--- WHAT THIS TASK INVOLVES ---
Find out how many lines of the material contain the string "Lycée" and give only that figure.
....
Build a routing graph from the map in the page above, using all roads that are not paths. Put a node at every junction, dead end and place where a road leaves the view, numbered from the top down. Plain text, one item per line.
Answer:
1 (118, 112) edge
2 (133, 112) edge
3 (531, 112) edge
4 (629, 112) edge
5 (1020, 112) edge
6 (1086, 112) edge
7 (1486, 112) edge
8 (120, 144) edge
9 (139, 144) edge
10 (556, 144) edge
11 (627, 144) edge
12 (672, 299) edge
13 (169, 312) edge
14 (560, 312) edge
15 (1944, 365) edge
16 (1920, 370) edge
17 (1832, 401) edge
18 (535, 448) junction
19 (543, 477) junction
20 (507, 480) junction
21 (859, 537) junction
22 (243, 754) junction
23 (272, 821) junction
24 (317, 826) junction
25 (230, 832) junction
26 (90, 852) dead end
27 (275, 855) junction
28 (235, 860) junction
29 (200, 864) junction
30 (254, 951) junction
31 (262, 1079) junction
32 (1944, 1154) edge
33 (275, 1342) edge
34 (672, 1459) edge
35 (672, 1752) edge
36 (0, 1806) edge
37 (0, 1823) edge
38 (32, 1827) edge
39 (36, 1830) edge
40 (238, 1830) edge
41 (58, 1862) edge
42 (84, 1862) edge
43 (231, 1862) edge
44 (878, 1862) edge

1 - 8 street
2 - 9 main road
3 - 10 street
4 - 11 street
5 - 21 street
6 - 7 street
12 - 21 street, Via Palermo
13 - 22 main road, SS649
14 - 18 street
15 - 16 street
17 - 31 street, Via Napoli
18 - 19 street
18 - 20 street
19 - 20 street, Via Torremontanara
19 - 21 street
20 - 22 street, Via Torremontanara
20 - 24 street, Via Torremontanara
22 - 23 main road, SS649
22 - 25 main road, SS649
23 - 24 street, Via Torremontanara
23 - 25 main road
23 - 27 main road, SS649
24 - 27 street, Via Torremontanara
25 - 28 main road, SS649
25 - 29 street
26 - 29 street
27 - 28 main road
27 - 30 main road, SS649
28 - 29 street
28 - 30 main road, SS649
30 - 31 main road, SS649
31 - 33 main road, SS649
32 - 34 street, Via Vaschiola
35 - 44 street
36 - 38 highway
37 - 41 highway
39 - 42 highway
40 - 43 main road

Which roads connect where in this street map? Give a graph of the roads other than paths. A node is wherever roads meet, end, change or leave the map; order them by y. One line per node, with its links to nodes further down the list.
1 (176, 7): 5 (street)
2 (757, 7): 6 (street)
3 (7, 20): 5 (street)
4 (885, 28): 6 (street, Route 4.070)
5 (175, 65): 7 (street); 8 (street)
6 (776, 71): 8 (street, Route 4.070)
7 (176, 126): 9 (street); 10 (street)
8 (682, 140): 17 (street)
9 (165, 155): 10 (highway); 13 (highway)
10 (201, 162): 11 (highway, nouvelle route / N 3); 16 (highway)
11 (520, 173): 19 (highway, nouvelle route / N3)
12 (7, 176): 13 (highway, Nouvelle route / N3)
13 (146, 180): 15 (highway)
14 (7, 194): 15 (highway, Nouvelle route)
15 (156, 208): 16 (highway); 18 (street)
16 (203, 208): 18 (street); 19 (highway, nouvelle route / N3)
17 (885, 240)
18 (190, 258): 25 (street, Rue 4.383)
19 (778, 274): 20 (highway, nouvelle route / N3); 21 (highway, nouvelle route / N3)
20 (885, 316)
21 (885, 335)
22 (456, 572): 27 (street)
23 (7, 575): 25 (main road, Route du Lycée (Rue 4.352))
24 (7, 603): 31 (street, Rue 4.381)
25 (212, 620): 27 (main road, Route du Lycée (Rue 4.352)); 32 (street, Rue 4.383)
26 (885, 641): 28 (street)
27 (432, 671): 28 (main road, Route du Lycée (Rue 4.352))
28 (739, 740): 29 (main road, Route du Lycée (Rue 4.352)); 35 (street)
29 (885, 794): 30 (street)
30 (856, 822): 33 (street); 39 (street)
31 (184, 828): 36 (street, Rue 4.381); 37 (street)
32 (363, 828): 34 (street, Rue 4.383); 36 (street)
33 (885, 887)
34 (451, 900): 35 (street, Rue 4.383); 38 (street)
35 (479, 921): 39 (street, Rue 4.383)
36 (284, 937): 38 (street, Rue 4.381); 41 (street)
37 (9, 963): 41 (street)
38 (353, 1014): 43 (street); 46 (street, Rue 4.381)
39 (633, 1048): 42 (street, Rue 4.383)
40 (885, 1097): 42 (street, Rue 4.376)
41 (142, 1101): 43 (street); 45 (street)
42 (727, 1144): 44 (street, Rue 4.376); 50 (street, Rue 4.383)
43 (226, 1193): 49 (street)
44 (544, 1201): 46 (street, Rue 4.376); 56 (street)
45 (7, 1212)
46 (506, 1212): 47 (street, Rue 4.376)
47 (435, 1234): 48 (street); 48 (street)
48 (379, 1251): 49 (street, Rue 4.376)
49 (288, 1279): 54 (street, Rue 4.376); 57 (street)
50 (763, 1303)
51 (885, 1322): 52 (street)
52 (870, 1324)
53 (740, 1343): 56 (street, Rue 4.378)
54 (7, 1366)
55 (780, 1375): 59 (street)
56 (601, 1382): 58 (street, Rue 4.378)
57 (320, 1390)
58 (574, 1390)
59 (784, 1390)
....
--- ANSWER TO THE PROBLEM ---
4